Monday, Mar. 23, 1959

Capital Notes

Porch Light. Indiana's Freshman Democratic Congressman Randall S. Harmon, 55, who has been collecting $100 a month from the Government for renting out his own front porch to himself for an office in Muncie, announced that the Post Office Department owed him money, too. Declared Harmon, a political rolling stone and onetime tool worker who tumbled into office with last fall's Democratic landslide: The Muncie post office used his versatile porch for a drop-off station for sacks of mail for nine years. The tab: $1,800. Replied Postmaster General Arthur E. Summerfield: "No legal basis."

Bronx Cheer. Another Congressman, New York Democrat Charles A. Buckley (elected in 1934), turned up on the lengthening list of lawmakers who spend federal staff allowances with cheery abandon. Reported Scripps-Howard Newshawk Vance Trimble (TIME, March 16): The Bronx's Buckley pays $38,497 a year to eight political followers in New York City who work part time on Buckley business, mostly in their own homes. Buckley's Washington office is staffed by only two people, both paid not out of his staff allowance, but from funds of the House Public Works Committee, of which he is chairman. The committee also pays salaries to two other Buckley staffers in New York, bringing the total annual Government payroll for Buckley to $70,171.

Rump Session. At the White House somebody goofed twice in a row on forgetting to invite the Democrats' House Majority Leader John McCormack to two presidential briefings held for congressional leaders. House Minority Leader Charlie Halleck put a bug in the President's ear. Promptly, Ike invited McCormack for a full hour's presidential question-and-answer session all his own.
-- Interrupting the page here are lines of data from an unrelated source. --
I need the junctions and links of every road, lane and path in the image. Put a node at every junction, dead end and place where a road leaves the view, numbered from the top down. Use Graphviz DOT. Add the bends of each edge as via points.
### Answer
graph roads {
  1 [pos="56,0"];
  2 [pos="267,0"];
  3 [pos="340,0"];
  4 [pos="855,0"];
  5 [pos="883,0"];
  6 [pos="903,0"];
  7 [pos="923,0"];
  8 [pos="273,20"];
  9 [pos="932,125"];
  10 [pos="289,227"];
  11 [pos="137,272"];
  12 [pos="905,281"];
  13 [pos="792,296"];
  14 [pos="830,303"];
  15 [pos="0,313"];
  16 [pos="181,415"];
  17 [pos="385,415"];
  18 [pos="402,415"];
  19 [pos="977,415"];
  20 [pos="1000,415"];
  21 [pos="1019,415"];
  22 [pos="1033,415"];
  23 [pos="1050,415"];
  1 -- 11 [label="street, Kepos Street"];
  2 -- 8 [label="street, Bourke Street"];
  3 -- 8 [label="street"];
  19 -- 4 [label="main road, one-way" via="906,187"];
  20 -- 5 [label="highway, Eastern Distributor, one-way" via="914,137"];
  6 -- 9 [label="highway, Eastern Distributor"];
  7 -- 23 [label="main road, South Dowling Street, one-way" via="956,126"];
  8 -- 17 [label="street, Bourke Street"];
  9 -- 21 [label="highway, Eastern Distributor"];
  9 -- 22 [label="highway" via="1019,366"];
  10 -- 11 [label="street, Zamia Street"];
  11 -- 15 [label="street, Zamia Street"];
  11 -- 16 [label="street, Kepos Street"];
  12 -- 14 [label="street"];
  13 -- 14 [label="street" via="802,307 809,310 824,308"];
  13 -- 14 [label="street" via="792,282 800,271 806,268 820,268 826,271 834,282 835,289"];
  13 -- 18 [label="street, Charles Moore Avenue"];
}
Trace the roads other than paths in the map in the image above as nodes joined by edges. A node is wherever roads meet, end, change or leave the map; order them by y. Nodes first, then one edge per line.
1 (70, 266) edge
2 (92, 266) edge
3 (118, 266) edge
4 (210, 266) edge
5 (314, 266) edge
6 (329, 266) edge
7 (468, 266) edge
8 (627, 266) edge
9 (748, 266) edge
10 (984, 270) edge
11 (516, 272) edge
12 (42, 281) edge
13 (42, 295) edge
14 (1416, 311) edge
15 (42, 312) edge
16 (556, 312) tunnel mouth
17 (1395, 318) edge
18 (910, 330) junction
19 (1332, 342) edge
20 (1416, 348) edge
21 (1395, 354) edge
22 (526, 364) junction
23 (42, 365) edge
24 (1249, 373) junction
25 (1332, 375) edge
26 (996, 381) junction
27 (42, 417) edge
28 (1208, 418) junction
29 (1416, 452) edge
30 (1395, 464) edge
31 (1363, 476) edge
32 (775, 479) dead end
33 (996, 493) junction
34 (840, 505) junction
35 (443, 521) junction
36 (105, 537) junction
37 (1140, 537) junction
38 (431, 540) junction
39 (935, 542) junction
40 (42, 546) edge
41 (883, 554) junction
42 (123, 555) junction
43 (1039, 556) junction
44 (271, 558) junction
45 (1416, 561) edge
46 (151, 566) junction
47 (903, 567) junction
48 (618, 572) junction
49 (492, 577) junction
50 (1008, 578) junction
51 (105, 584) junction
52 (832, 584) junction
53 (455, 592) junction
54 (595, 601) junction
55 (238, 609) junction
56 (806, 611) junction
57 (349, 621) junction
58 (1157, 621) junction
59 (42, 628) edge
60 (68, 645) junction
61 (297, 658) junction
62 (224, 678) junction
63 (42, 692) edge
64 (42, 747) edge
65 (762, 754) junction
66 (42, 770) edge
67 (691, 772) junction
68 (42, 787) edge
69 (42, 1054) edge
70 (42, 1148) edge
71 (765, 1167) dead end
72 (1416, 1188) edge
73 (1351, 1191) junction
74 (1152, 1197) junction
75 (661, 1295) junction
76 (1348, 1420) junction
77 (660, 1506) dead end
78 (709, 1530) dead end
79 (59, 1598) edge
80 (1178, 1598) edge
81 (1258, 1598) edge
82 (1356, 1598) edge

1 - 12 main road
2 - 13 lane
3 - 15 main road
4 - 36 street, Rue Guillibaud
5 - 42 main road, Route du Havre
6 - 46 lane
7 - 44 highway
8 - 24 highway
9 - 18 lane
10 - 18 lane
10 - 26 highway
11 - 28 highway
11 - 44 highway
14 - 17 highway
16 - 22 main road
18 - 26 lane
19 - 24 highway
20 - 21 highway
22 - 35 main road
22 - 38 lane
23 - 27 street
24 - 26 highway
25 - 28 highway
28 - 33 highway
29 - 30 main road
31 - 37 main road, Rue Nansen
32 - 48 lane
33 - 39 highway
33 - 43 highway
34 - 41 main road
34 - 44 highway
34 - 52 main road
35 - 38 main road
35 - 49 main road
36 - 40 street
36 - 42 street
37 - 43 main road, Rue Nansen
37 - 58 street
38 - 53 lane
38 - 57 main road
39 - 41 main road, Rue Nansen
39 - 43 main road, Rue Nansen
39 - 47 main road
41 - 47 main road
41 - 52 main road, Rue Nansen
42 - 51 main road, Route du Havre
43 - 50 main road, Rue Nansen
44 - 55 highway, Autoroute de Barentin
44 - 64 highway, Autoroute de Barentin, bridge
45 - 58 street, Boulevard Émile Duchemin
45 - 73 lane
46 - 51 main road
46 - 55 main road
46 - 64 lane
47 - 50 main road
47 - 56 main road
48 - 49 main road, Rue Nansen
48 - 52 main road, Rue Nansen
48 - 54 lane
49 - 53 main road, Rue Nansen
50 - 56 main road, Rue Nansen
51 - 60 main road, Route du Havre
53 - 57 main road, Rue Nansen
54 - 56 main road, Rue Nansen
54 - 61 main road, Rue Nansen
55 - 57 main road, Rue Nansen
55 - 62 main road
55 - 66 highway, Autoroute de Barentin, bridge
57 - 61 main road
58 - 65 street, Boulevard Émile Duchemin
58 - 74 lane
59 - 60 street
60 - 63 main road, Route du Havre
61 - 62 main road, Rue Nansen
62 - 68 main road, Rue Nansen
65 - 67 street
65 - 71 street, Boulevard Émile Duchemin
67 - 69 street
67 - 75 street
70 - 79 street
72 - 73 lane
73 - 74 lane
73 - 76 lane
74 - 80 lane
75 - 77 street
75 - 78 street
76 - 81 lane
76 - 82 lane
Short Cut. On petition from the White House staff, the President approved plans for renovation of the long-abandoned White House clay tennis court, which will be maintained by surplus funds out of the White House mess. One restriction, laid down by Mamie Eisenhower: Players wearing shorts may not parade across the public lawn from the West Wing to the court, instead must use the nearby tool shed for a dressing room.

Word from the Sponsor. Noted, after seven months, was the fact that Pennsylvania's Democratic Congressman Daniel J. Flood got printed in the appendix of the Aug. 21 Congressional Record (circ. 42,400) a lengthy advertisement for Diplomat cigarettes (manufactured in Wilkes-Barre). Last week, after his fellow Congressmen began receiving "reprints" courtesy of the manufacturer, nonsmoking Daniel Flood allowed as he had no objection to use of the Record to reprint ads: "I see nothing wrong in it."